▶ _What is needed_:
Below are the records. Count the lines containing the string "Circle", and reply with the number alone.

▶ _Entries provided_:
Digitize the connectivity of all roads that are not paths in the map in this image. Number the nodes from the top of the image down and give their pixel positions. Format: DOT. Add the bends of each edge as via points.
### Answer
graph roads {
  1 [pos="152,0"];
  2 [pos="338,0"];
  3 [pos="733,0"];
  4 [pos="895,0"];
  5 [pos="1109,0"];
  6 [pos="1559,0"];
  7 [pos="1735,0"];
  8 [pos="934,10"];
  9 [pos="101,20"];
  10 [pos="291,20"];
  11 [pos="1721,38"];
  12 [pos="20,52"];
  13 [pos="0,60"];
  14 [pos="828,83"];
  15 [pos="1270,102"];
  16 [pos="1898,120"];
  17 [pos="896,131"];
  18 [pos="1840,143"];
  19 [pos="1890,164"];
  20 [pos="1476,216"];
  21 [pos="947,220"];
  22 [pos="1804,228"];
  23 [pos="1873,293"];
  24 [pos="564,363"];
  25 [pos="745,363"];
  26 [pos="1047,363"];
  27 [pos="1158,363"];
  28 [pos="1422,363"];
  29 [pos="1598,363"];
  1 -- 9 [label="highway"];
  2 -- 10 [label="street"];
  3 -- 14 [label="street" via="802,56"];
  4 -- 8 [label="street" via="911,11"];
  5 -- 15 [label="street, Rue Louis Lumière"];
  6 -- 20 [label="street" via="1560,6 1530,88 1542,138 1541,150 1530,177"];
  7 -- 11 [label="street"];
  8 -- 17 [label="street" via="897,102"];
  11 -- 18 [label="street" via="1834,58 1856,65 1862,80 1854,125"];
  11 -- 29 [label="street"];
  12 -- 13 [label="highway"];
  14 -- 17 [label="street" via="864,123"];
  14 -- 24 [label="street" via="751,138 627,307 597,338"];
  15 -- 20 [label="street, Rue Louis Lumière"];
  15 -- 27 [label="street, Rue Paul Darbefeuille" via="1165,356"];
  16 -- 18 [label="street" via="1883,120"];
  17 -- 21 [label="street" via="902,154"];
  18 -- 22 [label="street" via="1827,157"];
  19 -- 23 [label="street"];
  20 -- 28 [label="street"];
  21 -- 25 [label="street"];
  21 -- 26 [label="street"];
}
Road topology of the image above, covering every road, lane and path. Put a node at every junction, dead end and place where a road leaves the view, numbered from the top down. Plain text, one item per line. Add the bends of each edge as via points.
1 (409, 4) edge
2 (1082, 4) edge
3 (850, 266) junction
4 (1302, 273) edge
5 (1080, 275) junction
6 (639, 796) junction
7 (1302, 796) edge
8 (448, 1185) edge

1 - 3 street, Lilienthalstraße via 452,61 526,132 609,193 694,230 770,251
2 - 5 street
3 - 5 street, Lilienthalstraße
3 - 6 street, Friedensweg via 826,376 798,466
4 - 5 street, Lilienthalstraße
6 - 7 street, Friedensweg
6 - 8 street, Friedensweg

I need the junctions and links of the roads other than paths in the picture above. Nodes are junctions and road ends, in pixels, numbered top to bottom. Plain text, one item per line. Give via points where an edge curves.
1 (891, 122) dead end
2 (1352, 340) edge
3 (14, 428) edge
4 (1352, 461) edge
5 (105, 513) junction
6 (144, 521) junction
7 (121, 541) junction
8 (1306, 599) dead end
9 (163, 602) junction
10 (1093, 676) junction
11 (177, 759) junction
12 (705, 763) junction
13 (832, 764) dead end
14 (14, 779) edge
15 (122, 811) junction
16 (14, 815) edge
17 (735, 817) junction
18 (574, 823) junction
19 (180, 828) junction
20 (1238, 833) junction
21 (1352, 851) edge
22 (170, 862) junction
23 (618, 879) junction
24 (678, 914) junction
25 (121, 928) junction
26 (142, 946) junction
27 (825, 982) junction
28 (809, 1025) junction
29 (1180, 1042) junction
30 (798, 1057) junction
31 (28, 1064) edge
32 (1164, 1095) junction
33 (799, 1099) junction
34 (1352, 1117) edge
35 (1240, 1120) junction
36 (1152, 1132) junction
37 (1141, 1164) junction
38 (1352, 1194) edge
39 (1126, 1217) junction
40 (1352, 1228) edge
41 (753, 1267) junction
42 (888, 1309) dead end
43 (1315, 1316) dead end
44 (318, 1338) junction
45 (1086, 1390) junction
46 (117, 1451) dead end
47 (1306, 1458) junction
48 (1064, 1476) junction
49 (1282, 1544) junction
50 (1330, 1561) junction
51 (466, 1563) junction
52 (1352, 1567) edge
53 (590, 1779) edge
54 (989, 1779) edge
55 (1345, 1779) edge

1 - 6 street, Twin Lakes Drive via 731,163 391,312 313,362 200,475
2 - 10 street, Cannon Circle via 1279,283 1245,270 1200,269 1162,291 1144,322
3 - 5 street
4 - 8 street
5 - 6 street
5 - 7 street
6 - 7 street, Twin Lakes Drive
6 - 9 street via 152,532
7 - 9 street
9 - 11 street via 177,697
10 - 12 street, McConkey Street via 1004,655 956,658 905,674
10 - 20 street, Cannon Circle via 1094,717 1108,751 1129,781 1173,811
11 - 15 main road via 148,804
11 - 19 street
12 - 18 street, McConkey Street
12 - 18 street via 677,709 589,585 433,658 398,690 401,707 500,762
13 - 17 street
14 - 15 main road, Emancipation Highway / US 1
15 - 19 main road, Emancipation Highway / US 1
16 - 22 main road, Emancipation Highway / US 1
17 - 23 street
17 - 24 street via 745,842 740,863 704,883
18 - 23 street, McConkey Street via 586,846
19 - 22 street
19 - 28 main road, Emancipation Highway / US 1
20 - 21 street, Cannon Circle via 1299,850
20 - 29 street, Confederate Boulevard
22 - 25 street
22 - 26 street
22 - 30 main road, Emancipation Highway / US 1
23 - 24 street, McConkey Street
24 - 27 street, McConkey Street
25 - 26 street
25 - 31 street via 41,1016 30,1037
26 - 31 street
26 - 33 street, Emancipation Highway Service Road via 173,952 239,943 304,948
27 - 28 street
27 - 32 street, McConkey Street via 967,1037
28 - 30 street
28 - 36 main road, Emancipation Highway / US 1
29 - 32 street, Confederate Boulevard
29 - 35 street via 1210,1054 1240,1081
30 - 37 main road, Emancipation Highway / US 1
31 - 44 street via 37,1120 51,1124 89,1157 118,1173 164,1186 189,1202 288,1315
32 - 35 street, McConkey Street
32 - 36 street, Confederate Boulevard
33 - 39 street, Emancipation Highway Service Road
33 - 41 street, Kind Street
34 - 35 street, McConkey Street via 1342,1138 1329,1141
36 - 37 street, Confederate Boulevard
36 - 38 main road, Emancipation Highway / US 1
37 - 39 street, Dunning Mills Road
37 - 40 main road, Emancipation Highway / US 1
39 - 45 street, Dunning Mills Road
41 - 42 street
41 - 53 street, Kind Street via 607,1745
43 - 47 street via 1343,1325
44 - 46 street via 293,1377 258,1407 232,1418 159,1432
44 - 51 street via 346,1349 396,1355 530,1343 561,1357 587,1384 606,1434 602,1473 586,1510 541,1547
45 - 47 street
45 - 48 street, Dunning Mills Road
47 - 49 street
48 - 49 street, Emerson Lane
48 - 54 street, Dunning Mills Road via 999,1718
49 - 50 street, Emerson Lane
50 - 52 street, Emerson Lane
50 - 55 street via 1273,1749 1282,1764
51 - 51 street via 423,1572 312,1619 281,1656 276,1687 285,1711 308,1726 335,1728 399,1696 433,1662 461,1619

▶ _Response for this exercise_:
3